• _WORK TASK_
For the material below, count each line where the string "ends" appears, then return the total alone.

LISTED RECORDS below:

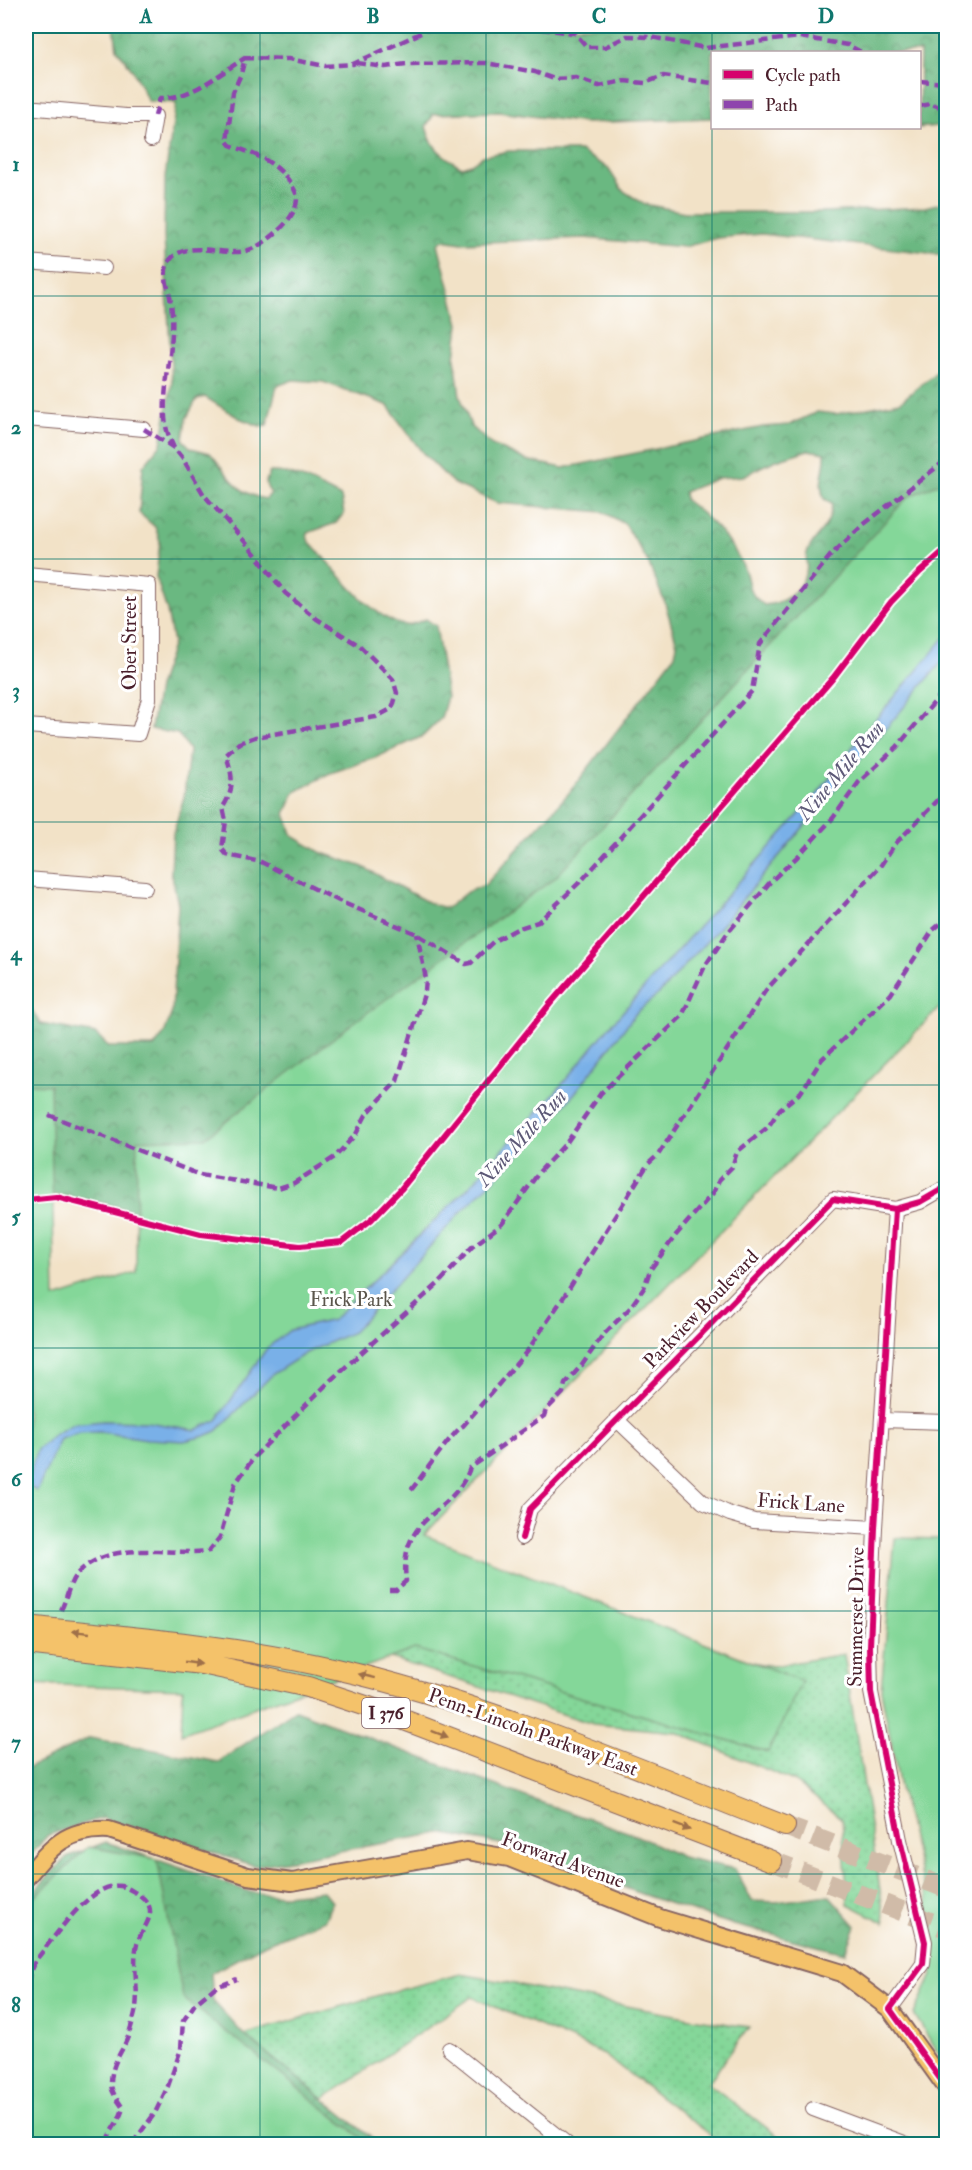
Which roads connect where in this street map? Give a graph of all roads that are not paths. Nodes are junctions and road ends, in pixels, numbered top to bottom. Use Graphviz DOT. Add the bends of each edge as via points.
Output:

End of LISTED RECORDS.
LISTED RECORDS below:

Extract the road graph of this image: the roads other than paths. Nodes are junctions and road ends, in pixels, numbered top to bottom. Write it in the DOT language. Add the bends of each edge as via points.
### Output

End of LISTED RECORDS.

• _EXERCISE RESULT_
2